Faustin Twagiramungu is a politician from Rwanda living in exile in Belgium. He was prime minister of Rwanda after the 1994 civil war until his resignation in 1995. He was the first head of government appointed after the Rwandese Patriotic Front captured Kigali. He continues to live in Belgium for safety purposes and so he can speak freely about the government of Rwanda. He is the President of the RDI-Rwanda Rwiza Party based in Brussels.
Twagiramungu stood as an independent candidate in the Rwandan presidential election of 2003. Running on a platform of full employment, regional security, and progressive taxation, he accused the government of attempting to silence his views. In the final count, he placed second (out of three) with 3.62 percent of the vote. He initially did not accept the result, claiming that the incumbent Paul Kagame was leading the country towards a one-party system. (Wikipedia)

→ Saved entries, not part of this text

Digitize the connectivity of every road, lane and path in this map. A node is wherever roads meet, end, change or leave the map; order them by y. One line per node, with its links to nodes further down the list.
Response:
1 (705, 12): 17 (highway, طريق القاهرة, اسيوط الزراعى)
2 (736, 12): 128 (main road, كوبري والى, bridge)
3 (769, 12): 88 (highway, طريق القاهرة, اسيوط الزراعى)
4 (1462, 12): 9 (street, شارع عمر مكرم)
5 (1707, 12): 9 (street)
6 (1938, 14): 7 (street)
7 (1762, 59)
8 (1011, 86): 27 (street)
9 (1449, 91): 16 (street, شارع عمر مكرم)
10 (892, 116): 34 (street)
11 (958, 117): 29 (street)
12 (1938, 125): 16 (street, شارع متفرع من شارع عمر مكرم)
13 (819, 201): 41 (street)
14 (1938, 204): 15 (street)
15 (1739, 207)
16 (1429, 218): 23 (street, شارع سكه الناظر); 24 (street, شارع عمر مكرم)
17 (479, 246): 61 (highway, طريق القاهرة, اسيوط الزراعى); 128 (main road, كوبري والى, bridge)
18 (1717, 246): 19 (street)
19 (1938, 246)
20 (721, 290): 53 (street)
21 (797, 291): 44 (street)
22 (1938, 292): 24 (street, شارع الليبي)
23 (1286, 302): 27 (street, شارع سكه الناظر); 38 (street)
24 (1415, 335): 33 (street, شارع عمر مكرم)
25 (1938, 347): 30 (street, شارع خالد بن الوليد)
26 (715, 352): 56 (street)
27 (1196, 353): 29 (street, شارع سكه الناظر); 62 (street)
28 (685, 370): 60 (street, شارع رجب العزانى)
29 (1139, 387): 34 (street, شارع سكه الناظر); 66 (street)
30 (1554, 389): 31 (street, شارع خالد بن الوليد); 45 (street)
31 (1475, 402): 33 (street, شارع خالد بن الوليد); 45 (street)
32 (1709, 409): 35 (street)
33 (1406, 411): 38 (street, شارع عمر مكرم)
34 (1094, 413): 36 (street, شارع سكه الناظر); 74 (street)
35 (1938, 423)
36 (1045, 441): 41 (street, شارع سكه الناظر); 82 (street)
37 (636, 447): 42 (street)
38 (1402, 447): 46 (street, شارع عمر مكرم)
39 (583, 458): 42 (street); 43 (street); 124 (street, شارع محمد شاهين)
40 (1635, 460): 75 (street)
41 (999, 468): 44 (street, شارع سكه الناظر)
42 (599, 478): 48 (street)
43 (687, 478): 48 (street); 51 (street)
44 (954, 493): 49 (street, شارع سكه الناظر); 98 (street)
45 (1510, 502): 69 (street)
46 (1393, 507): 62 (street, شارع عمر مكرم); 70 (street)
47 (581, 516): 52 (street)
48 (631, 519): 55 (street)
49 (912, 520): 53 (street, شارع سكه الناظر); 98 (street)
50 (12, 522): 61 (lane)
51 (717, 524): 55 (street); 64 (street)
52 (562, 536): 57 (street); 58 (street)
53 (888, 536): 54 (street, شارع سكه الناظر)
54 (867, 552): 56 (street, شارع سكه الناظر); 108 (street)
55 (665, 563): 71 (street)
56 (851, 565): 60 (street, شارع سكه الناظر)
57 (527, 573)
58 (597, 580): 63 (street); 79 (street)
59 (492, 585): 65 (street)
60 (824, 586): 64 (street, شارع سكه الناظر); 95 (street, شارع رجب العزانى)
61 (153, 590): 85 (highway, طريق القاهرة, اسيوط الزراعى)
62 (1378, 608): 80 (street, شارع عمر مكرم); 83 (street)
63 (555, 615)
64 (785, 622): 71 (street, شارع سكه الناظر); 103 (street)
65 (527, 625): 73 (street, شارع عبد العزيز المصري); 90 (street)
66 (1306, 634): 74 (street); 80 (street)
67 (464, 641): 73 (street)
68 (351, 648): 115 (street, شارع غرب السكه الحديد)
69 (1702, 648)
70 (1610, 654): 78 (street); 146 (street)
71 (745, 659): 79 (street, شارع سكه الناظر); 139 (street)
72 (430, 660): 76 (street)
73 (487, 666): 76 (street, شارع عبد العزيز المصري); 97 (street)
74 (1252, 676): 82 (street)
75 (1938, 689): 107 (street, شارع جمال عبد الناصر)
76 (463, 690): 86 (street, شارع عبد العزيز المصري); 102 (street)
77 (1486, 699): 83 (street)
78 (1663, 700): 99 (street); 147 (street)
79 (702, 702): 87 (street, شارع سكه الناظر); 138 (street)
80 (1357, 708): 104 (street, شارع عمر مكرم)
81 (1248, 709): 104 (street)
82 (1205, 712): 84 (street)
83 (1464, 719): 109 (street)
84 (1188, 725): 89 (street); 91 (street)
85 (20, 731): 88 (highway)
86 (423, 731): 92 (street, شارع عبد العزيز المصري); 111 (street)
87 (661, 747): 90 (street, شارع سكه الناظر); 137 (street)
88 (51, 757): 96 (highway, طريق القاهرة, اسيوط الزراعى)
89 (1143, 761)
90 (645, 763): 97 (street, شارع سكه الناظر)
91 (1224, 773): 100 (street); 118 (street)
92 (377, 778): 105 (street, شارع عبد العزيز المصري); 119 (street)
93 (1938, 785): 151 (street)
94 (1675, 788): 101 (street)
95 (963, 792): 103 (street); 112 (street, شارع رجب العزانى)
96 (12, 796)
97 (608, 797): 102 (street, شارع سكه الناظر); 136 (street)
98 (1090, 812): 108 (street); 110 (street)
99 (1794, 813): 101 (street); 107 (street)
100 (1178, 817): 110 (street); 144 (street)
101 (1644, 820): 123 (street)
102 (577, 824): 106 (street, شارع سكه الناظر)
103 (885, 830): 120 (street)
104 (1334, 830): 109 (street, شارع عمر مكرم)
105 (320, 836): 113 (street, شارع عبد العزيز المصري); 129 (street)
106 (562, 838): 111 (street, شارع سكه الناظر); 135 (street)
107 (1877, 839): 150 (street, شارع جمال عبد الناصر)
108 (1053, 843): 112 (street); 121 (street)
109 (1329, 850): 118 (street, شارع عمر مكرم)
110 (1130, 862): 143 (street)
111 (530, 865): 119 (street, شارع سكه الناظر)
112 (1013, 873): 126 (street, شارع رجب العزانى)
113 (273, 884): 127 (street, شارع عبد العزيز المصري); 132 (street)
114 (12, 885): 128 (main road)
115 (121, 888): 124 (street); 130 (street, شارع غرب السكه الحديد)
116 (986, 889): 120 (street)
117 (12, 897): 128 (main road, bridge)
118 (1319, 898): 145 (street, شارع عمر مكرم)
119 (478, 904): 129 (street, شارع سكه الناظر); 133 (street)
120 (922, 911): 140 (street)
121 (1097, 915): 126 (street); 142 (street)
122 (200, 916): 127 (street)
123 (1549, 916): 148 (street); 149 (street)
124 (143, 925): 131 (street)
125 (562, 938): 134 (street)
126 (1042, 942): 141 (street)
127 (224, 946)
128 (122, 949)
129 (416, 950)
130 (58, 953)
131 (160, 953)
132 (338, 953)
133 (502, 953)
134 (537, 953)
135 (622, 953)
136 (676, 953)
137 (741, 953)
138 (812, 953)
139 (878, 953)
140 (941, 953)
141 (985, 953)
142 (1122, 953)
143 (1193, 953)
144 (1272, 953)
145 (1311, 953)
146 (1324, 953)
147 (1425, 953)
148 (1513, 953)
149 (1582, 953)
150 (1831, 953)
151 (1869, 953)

Mr. Twagiramungu participated in an interview with this writer to further explain his position on the return of refugees and how the letter may be interpreted
He began by stating that the inspiration to write this letter to President Paul Kagame and declaration came from his own experience as a refugee and what has happened in his country since 1959. “We are a country of refugees from 1959 up to now and we think there is a reason for that. One, it is about politics and second it is a way we position ourselves and third, we do not have what you call in the Western world ‘Political Space’ and respect for human rights. That is why people don’t want to stay in that country.” Mr. Twagiramungu further indicated that that Rwandans do not want to return to Rwanda because they will not get their property back and they do not have freedom of speech. “We have 255,000 refugees in Congo. These are official figures, but I believe there are beyond 300,000.” Mr. Twagiramungu references the 2010 Mapping Report, which provides details of how Kagame has killed thousands of Rwandans and Congolese in the DRC. He stated that if this Mapping Report went before a tribunal then it would be called genocide. President Kagame has clearly stated he does not care about the 2010 Mapping Report and stated it should be thrown in the trash.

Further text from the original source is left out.